PROBLEM DESCRIPTION — Once the images are removed, set down everything else in the listing below exactly.

RECORDS FOR THE TASK —
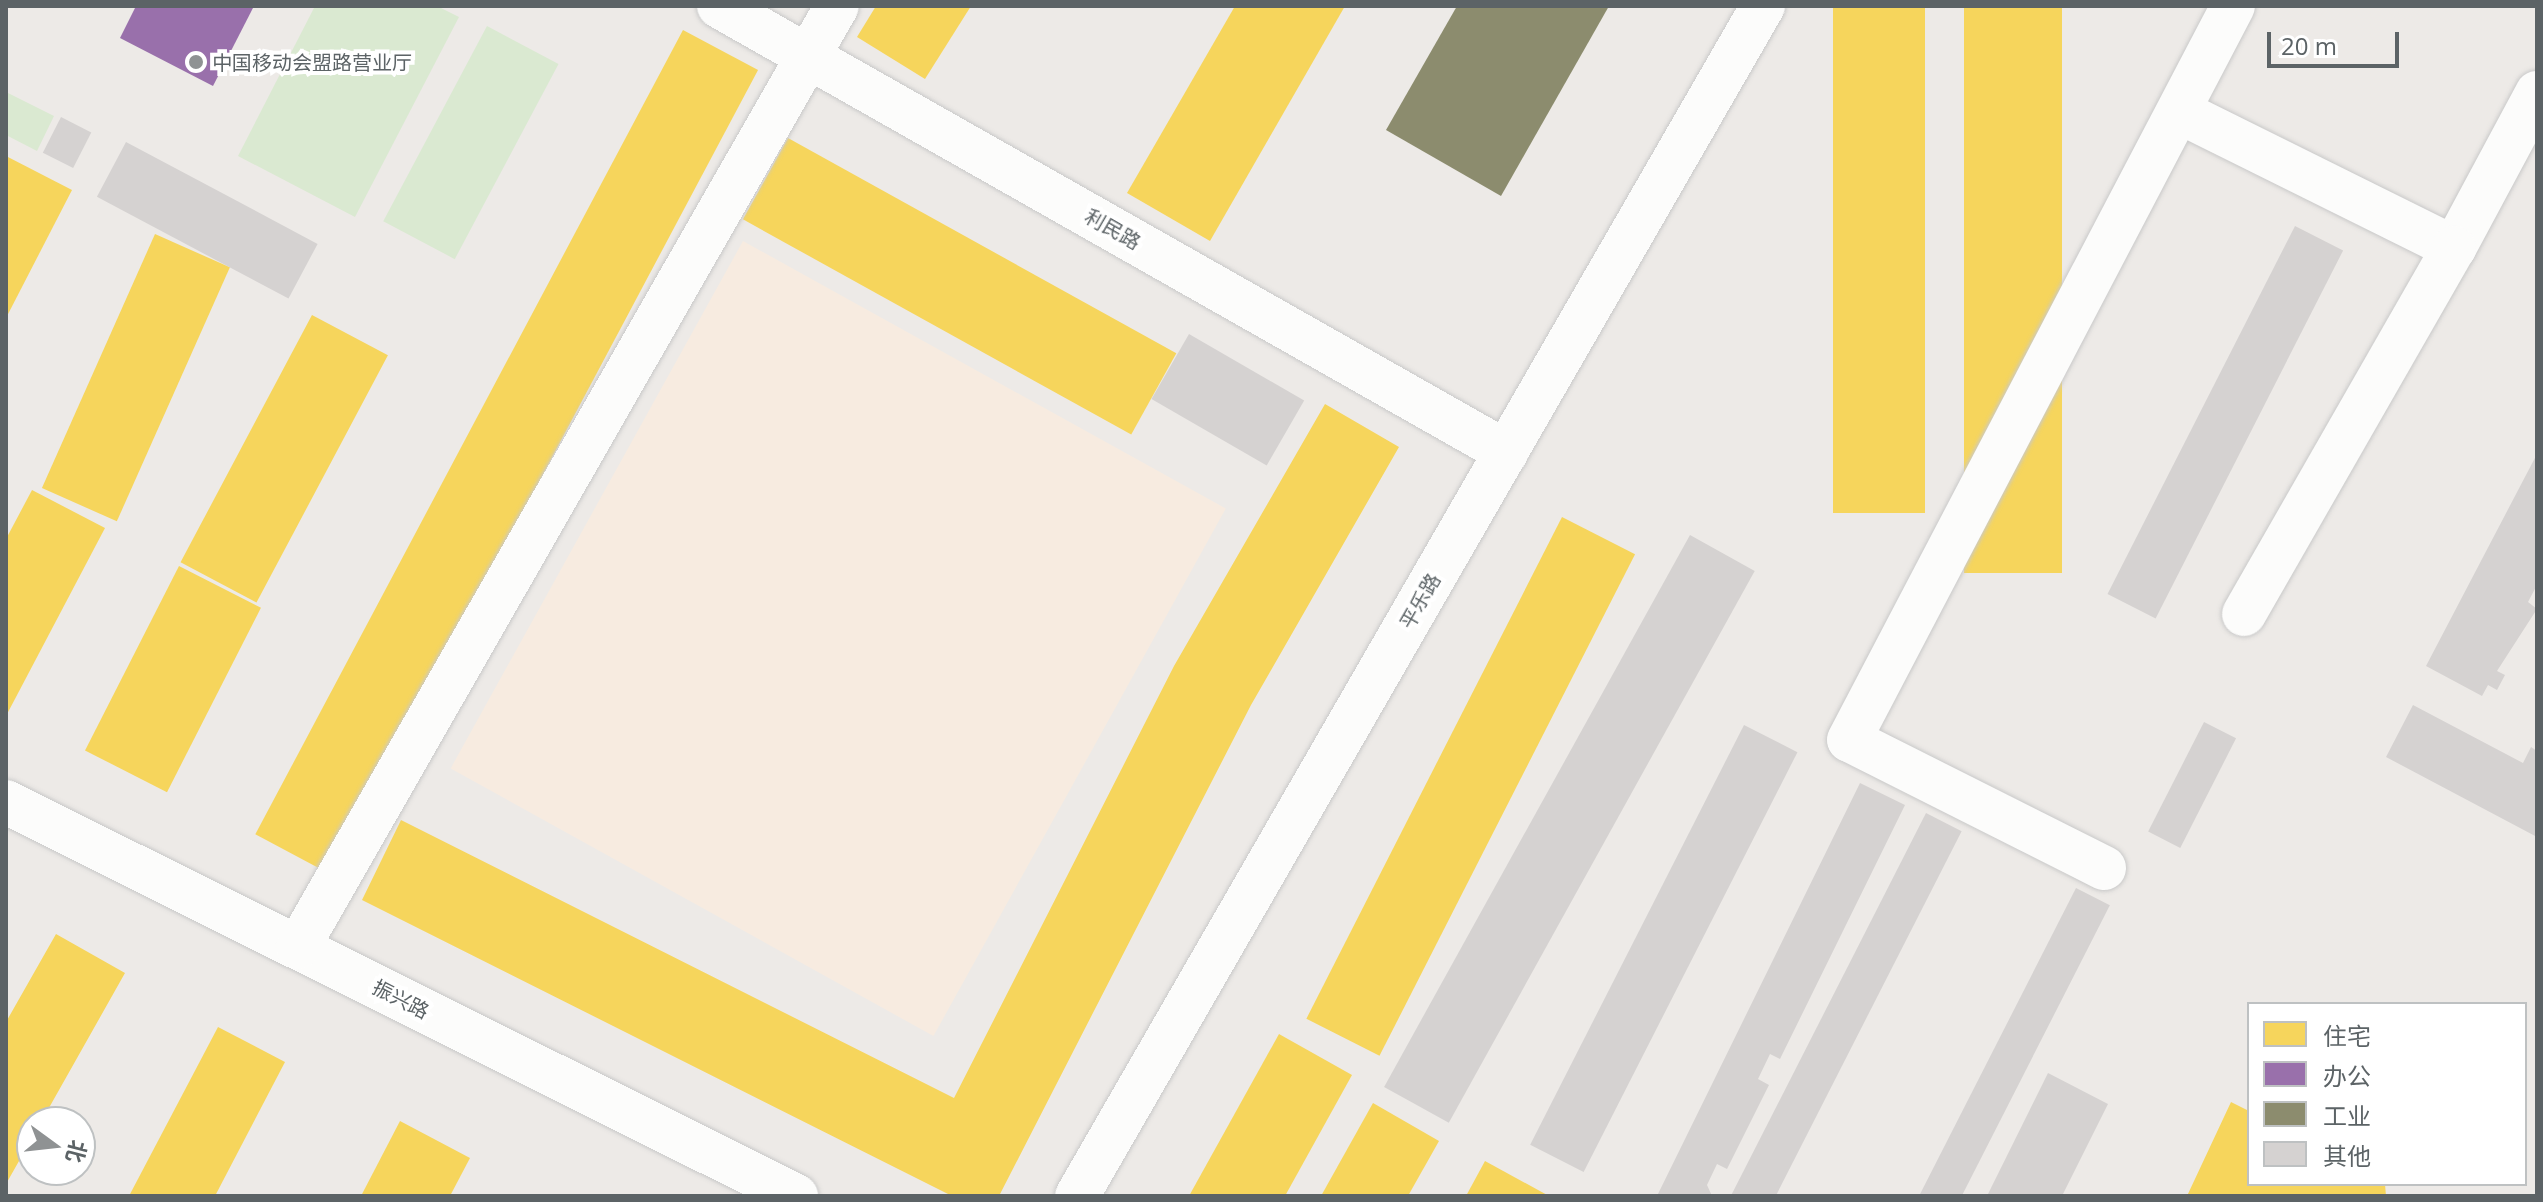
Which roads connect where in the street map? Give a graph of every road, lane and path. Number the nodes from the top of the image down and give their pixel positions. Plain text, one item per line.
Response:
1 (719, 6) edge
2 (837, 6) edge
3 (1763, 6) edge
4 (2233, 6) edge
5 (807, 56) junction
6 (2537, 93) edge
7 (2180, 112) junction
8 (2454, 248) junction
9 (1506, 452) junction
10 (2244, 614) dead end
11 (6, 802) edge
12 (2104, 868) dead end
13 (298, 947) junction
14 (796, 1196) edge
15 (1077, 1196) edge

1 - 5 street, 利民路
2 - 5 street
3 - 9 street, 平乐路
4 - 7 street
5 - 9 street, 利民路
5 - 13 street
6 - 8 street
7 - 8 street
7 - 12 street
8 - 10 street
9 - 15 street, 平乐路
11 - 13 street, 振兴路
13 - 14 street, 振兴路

SOLUTION TO THE PROBLEM —
Which roads connect where in the street map? Give a graph of every road, lane and path. Number the nodes from the top of the image down and give their pixel positions. Plain text, one item per line.
Response:
1 (719, 6) edge
2 (837, 6) edge
3 (1763, 6) edge
4 (2233, 6) edge
5 (807, 56) junction
6 (2537, 93) edge
7 (2180, 112) junction
8 (2454, 248) junction
9 (1506, 452) junction
10 (2244, 614) dead end
11 (6, 802) edge
12 (2104, 868) dead end
13 (298, 947) junction
14 (796, 1196) edge
15 (1077, 1196) edge

1 - 5 street, 利民路
2 - 5 street
3 - 9 street, 平乐路
4 - 7 street
5 - 9 street, 利民路
5 - 13 street
6 - 8 street
7 - 8 street
7 - 12 street
8 - 10 street
9 - 15 street, 平乐路
11 - 13 street, 振兴路
13 - 14 street, 振兴路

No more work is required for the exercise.